Rudolf Kley wurde 1946 in Wolfenbüttel geboren und lebt seit 1951 in Duisburg - Meiderich. Seit 1976 leitet er dort die Löwen-Apotheke in der Bahnhofstraße.
Die Malerei von Rudolf Kley ist zeitlos. Der Wiener Künstler Prof. Milan Wirt hat sie schon 1978 treffend beschrieben: „Ein mutiger Maler, der Impressionen in elementar starke Farbflächen umzusetzen weiß und trotz fauvistischer Farbgebung nie das harmonische Ganze zerstört. Er sucht die Auseinandersetzung mit der Natur, experimentiert mit unbeirrbaren Willen ohne Unsicherheit zu zeigen und prägt klare Archetypen. Sein Werk hinterlässt im Beschauer den nachhaltigen Eindruck geballter Farbkraft eines glaubhaften und enorm aktiven Künstlers."
Die Malerei verschafft Rudolf Kley Erfolgserlebnisse besonderer Art. Jeder Mensch kann diese Erfolgserlebnisse haben. Jeder Mensch ist ein Maler. Die Kinder malen unbefangen, bei den Erwachsenen verliert sich leider der Spaß an der Malerei.
Rudolf Kley spürt den Ursachen dafür nach. Er möchte die Faktoren ausschalten, die Kreativität beim Malen dämpfen, Angst vor der eigenen Courage machen. Seine Botschaft heißt: Die Gesetze des Kunstmarktes missachten und zu den eigenen Maßstäben finden! Mit der Luftpumpe in der Hand kämpft er für die Freiheit der Malerei und bahnt sich einen Weg im Kunstmarktdschungel. Er führt die Luftpumpe als Qualitätsmaßstab für Kunst ein und zeigt auf den subjektiven Charakter aller Qualitätsmaßstäbe. Aus 30 000 gelben Luftpumpen will er van Goghs letztes Bild „Weizenfeld mit Raaben" rekonstruieren. Seit über 14 Jahren sammelt er Luftpumpen für diesen Zweck, jetzt mit Schwerpunkt Münster.

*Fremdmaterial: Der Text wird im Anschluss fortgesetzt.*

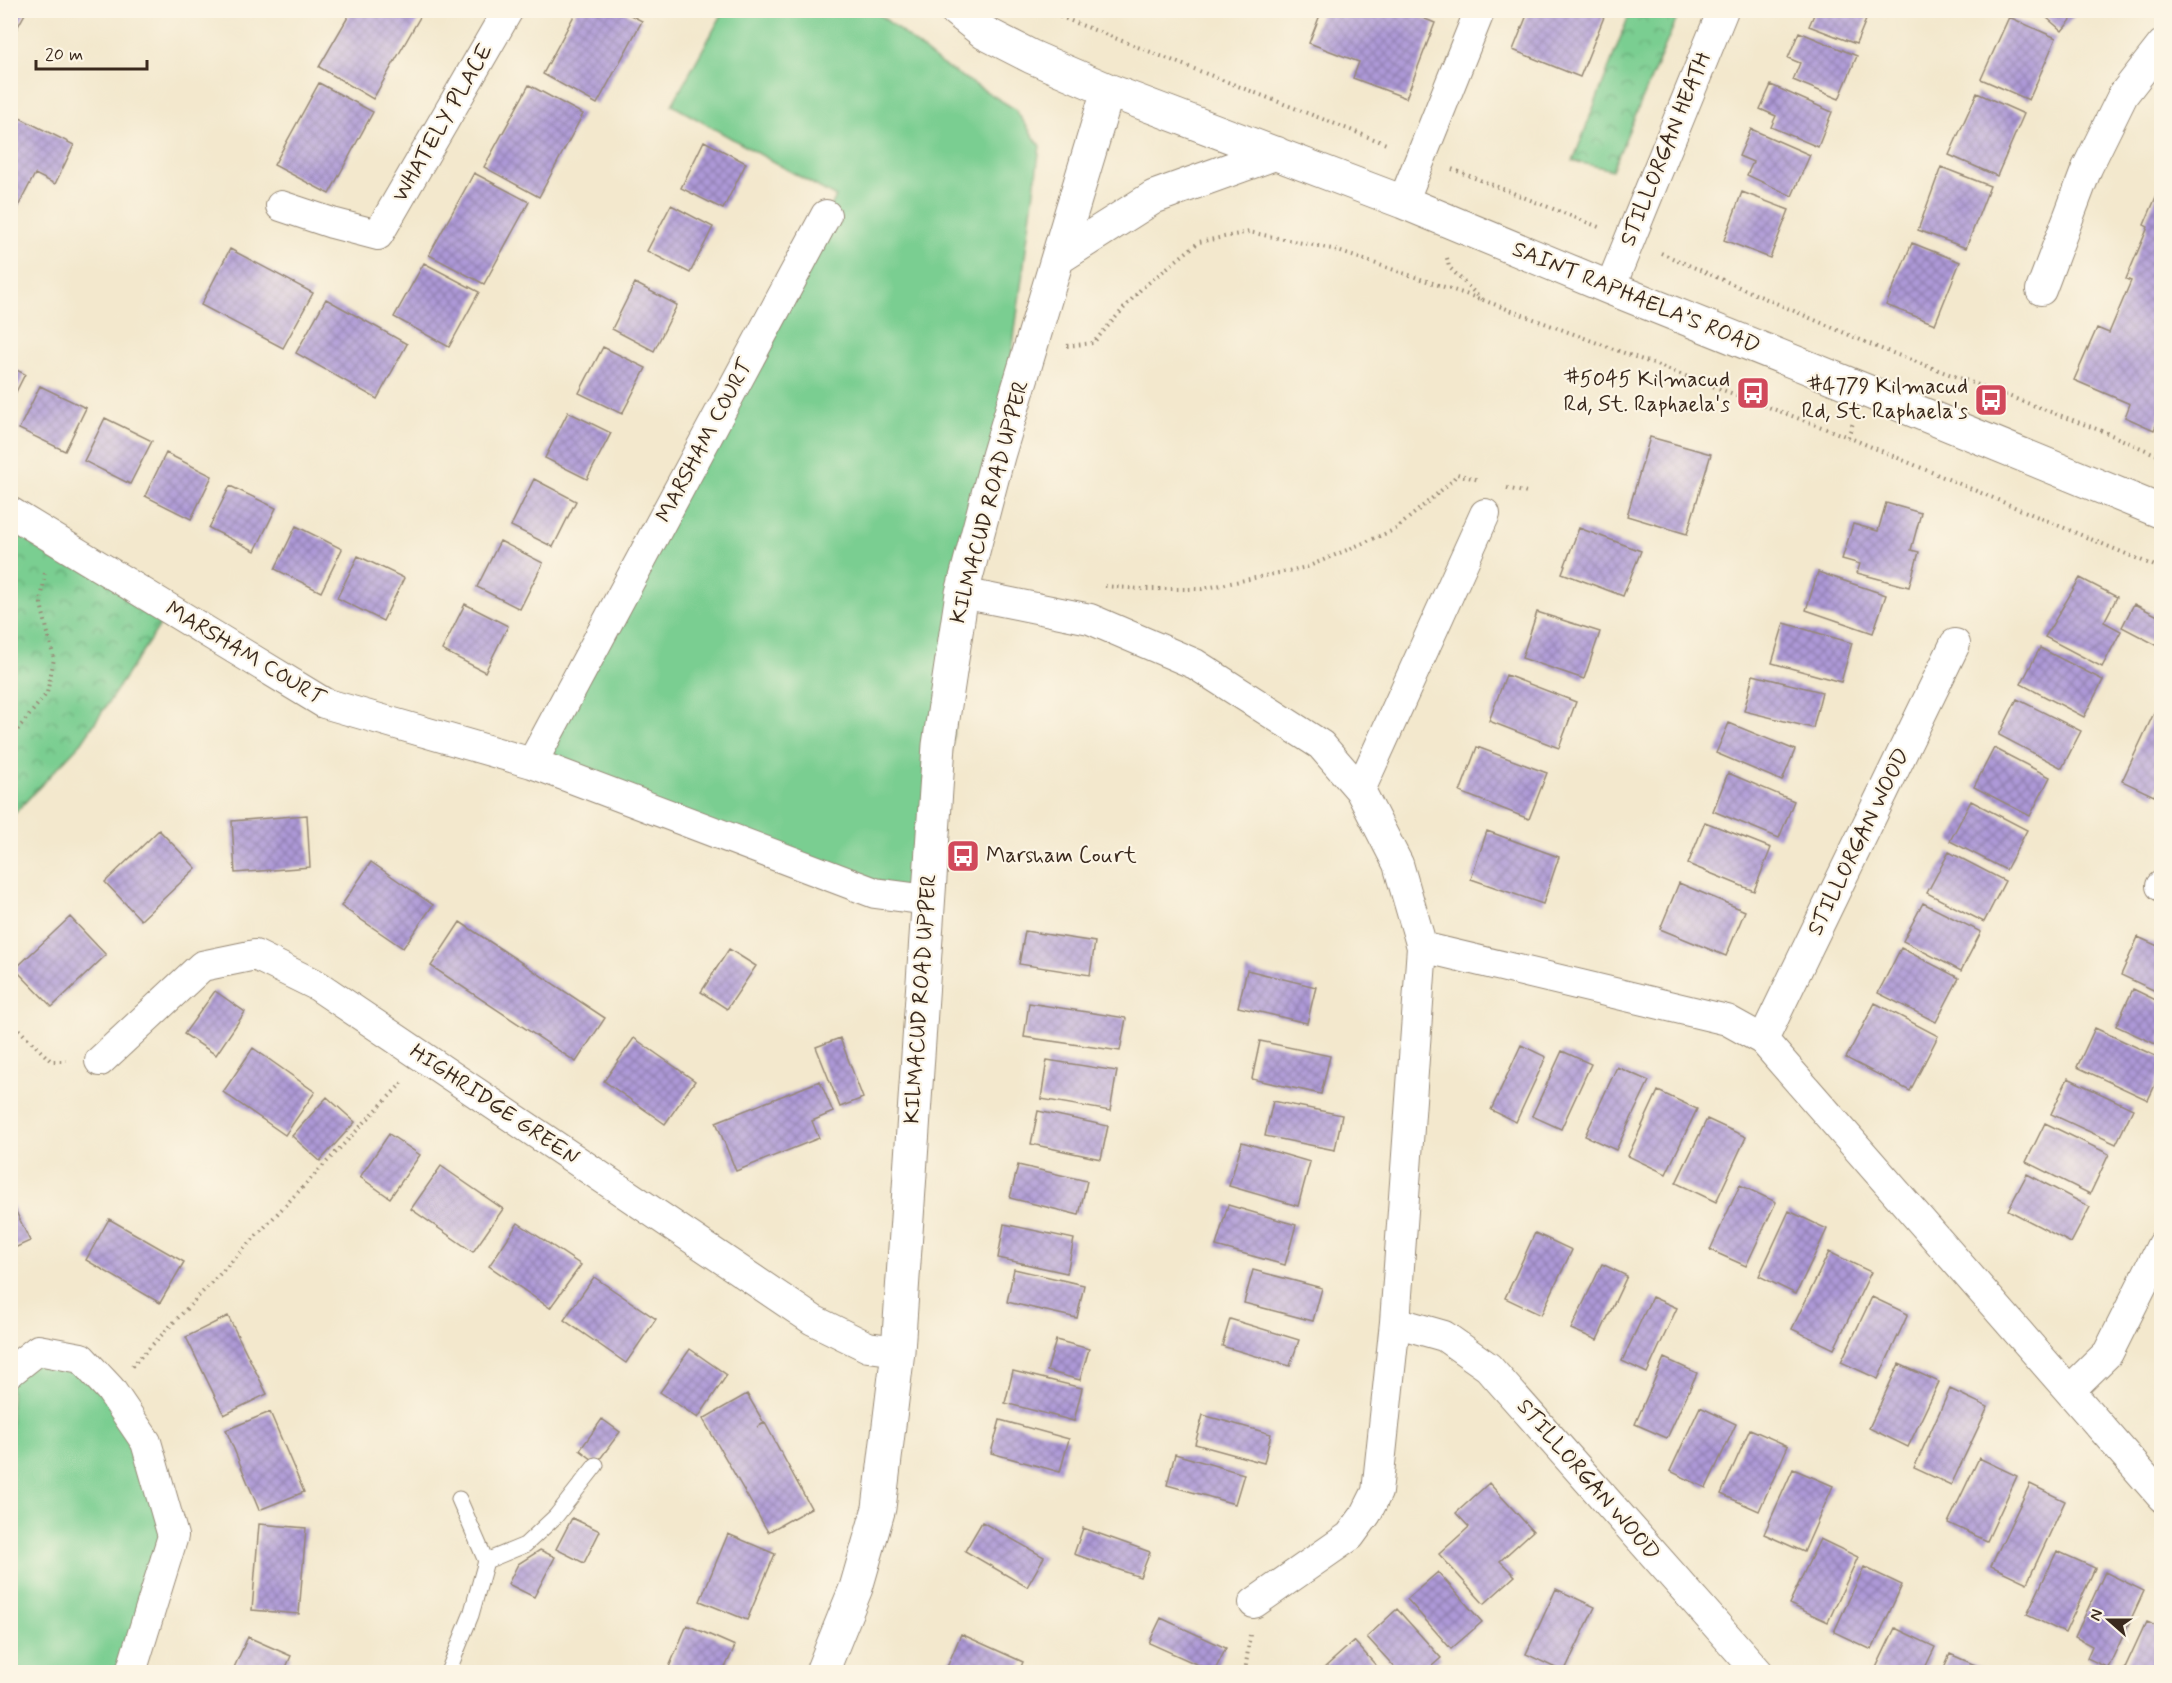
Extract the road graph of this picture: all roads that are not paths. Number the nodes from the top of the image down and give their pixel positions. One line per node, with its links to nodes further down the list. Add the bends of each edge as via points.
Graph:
1 (508, 10): 9 (street, WHATELY PLACE, via 378,235)
2 (956, 10): 6 (street, via 994,38)
3 (1480, 10): 8 (street)
4 (1723, 10): 12 (street, STILLORGAN HEATH)
5 (2162, 45): 13 (street, via 2123,95 2087,168)
6 (1108, 90): 7 (street, SAINT RAPHAELA’S ROAD); 11 (street, KILMACUD ROAD UPPER)
7 (1276, 153): 8 (street, SAINT RAPHAELA’S ROAD); 11 (street, via 1154,197)
8 (1403, 202): 12 (street, SAINT RAPHAELA’S ROAD)
9 (281, 206)
10 (826, 215): 19 (street, MARSHAM COURT)
11 (1058, 258): 17 (street, KILMACUD ROAD UPPER, via 998,456)
12 (1610, 288): 14 (street, SAINT RAPHAELA’S ROAD)
13 (2041, 290)
14 (2162, 512)
15 (10, 513): 19 (street, MARSHAM COURT, via 324,703)
16 (1485, 514): 20 (street)
17 (962, 593): 20 (street, via 1090,619 1195,664 1321,745); 21 (street, KILMACUD ROAD UPPER, via 939,745)
18 (1955, 644): 23 (street, STILLORGAN WOOD)
19 (532, 763): 21 (street, MARSHAM COURT, via 875,893)
20 (1360, 789): 22 (street, via 1398,864)
21 (928, 900): 27 (street, KILMACUD ROAD UPPER)
22 (1422, 947): 23 (street, via 1727,1020); 26 (street)
23 (1762, 1041): 29 (street)
24 (100, 1061): 27 (street, HIGHRIDGE GREEN, via 202,966 255,955 318,986 813,1320 868,1347)
25 (2162, 1245): 29 (street, via 2108,1353)
26 (1395, 1322): 34 (street, via 1377,1492 1370,1506 1350,1536); 38 (street, STILLORGAN WOOD, via 1444,1336 1488,1367)
27 (898, 1351): 37 (street, KILMACUD ROAD UPPER, via 879,1508 856,1588)
28 (10, 1372): 35 (street, via 38,1350 81,1358 110,1389 146,1442 173,1536)
29 (2070, 1390): 31 (street)
30 (596, 1465): 33 (lane, via 556,1516 525,1545)
31 (2162, 1497)
32 (459, 1498): 33 (lane)
33 (486, 1561): 36 (lane, via 471,1615)
34 (1254, 1603)
35 (130, 1672)
36 (448, 1672)
37 (822, 1672)
38 (1758, 1672)

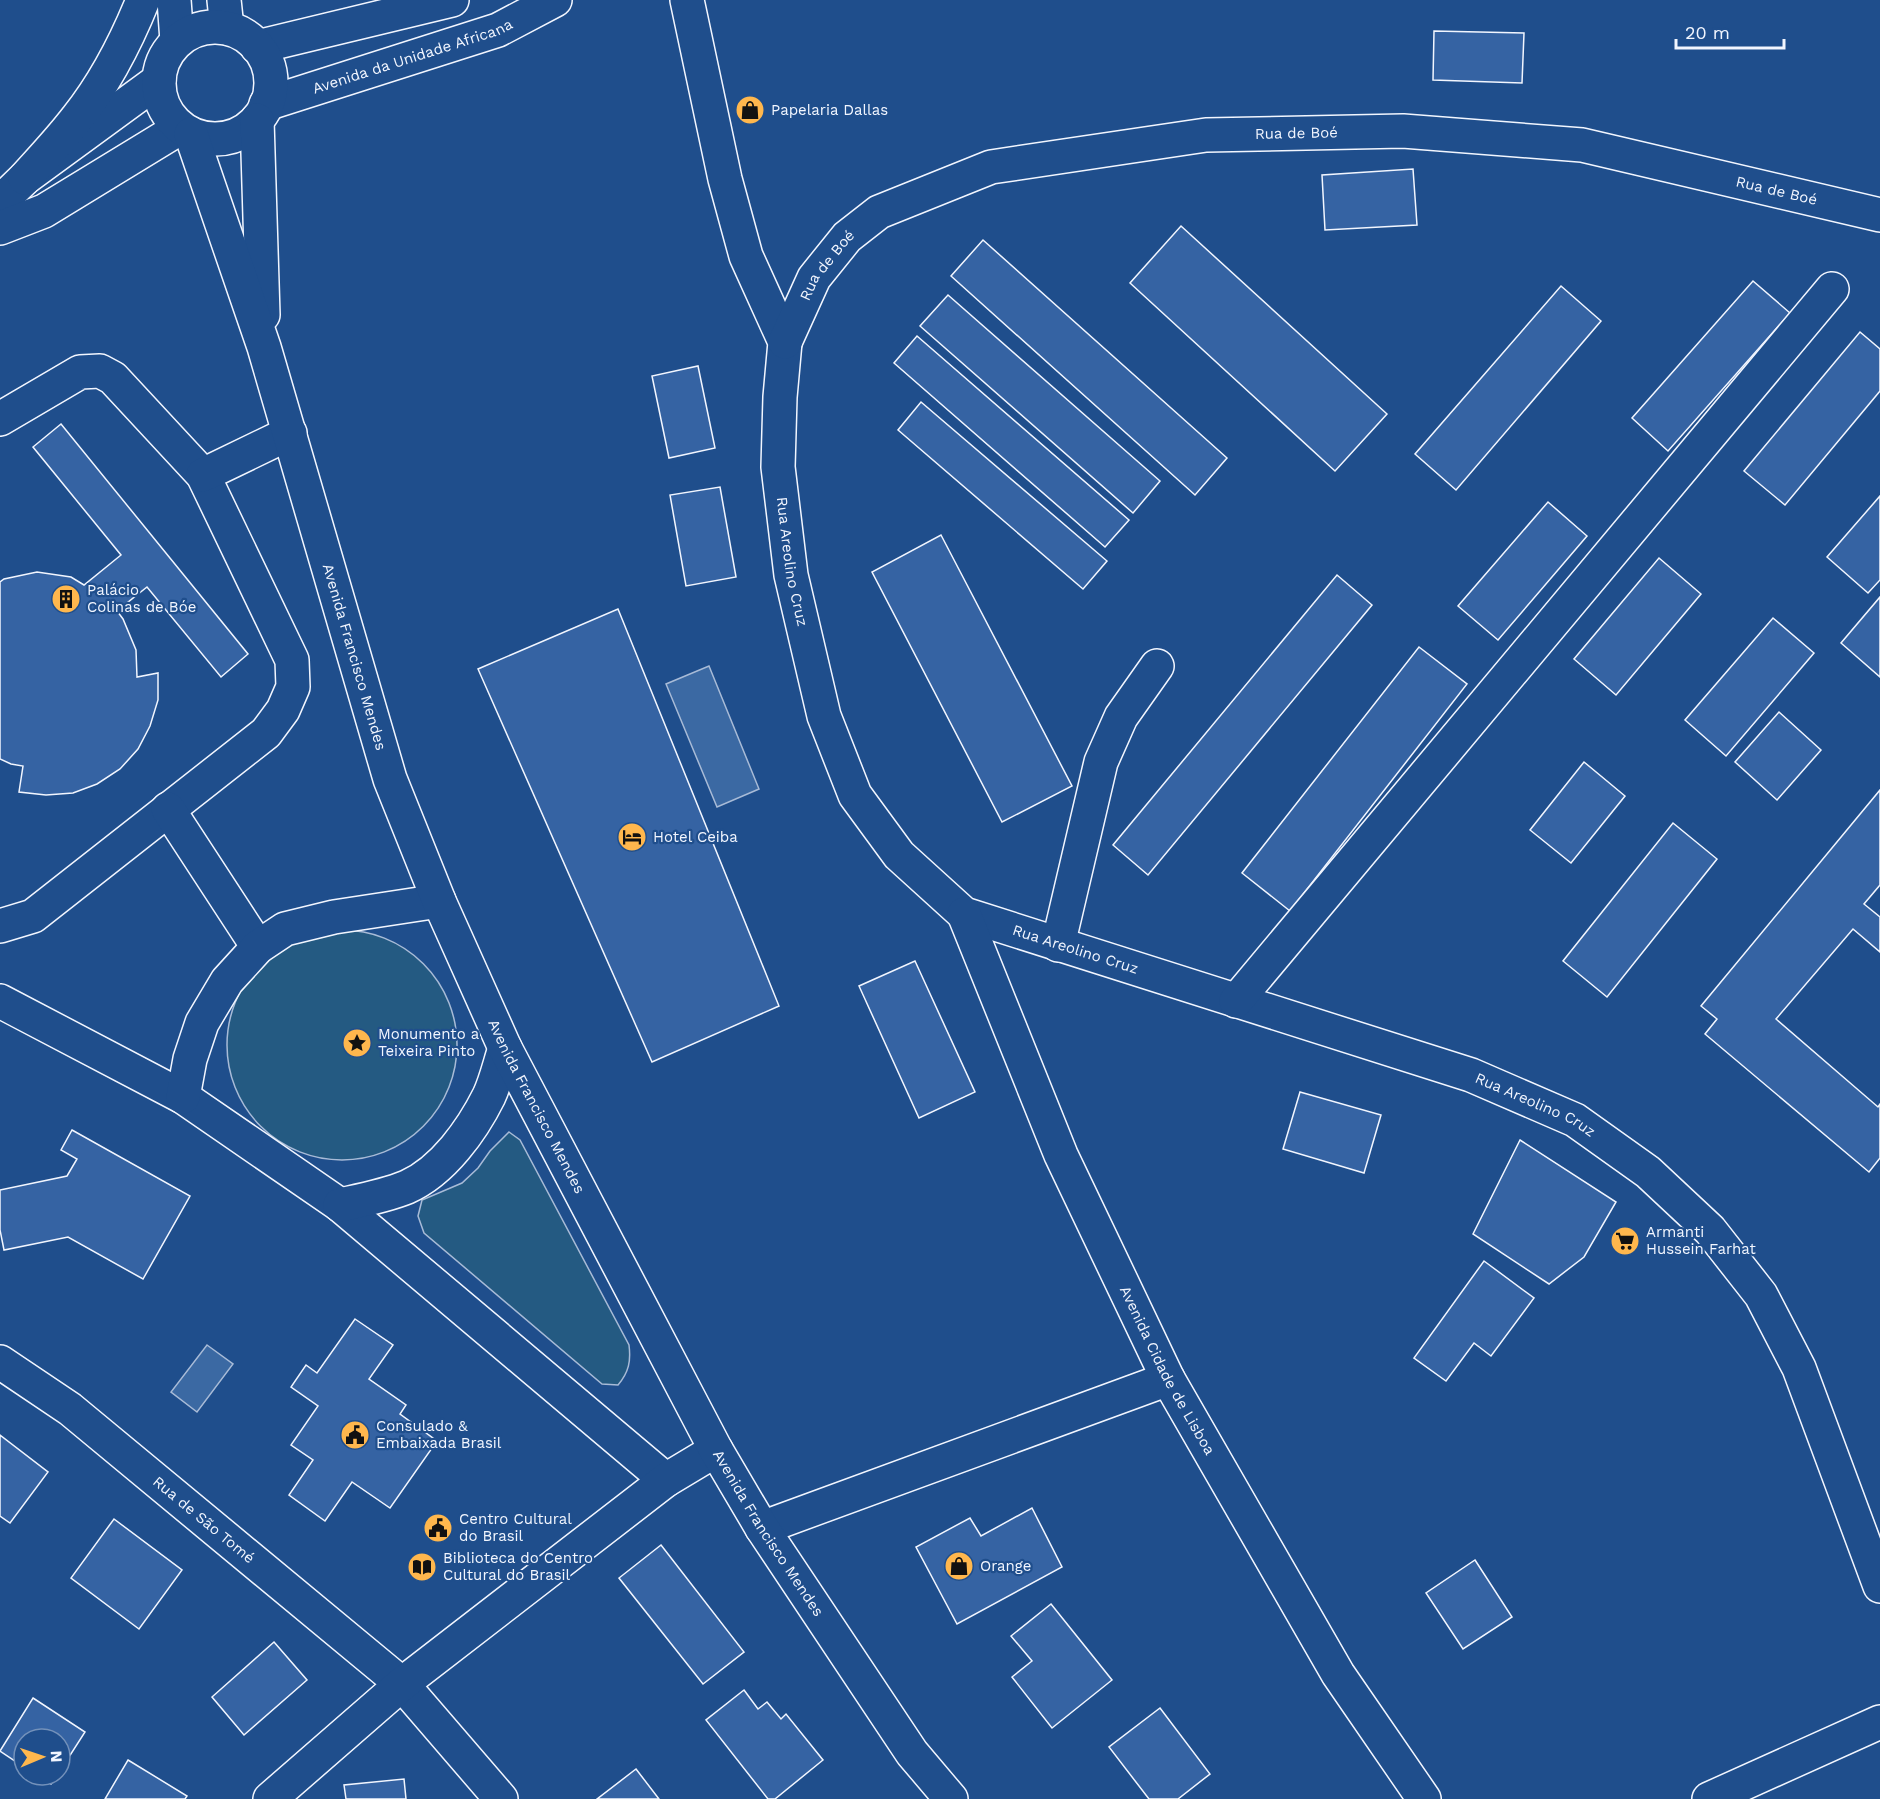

Für Rudolf Kley besitzt jeder Mensch die Fähigkeit, Erleben, Seelenzustand und Weltanschauung in ganz individuellen und dadurch schon für sich wertvollen Bildern auszudrücken. Im Gegensatz zur Kunstmarkt- und Expertenmeinung kann ihm die Bilderflut deshalb gar nicht groß genug sein. Unter dieser Bilderflut leidet nach seiner Meinung nicht „die Qualität", weil es sie ebenso wenig wie „die Kunst" gibt. Vielmehr entsteht eine neue Qualität. Die Stützpfeiler dieser Qualität sind Glaubhaftigkeit und Authentizität. Wer diese in seinen Bildern auslebt, kann auch im Alltag nicht von ihr lassen.
Internet, Berichte in Zeitungen, Rundfunk und Fernsehen über seine Ausstellungen und Aktionen tragen sein Anliegen weiter. Widersprüche sorgen dabei für einen hohen Aufmerksamkeitswert. 1981 behauptet Rudolf Kley z.B. „Kunst ist Kohl" und stellt wenig später einen Guinnessrekord im Malen auf.
1990 hat Rudolf Kley zum 100. Todesjahr von Vincent van Gogh einen Kalender herausgegeben: „Vincent 1990. Ich male, also lebt van Gogh!" Oberbürgermeister Josef Krings hat das Grußwort geschrieben. Die letzten Sätze daraus werden als Aufforderung für Rudolf Kley auch in Zukunft ihren Wert behalten: „Van Gogh, Beuys, Sonnenblumen oder Luftpumpen – nicht niederknien, sondern mutig selbst arbeiten. Kreativität ist Leben und Kunst auch."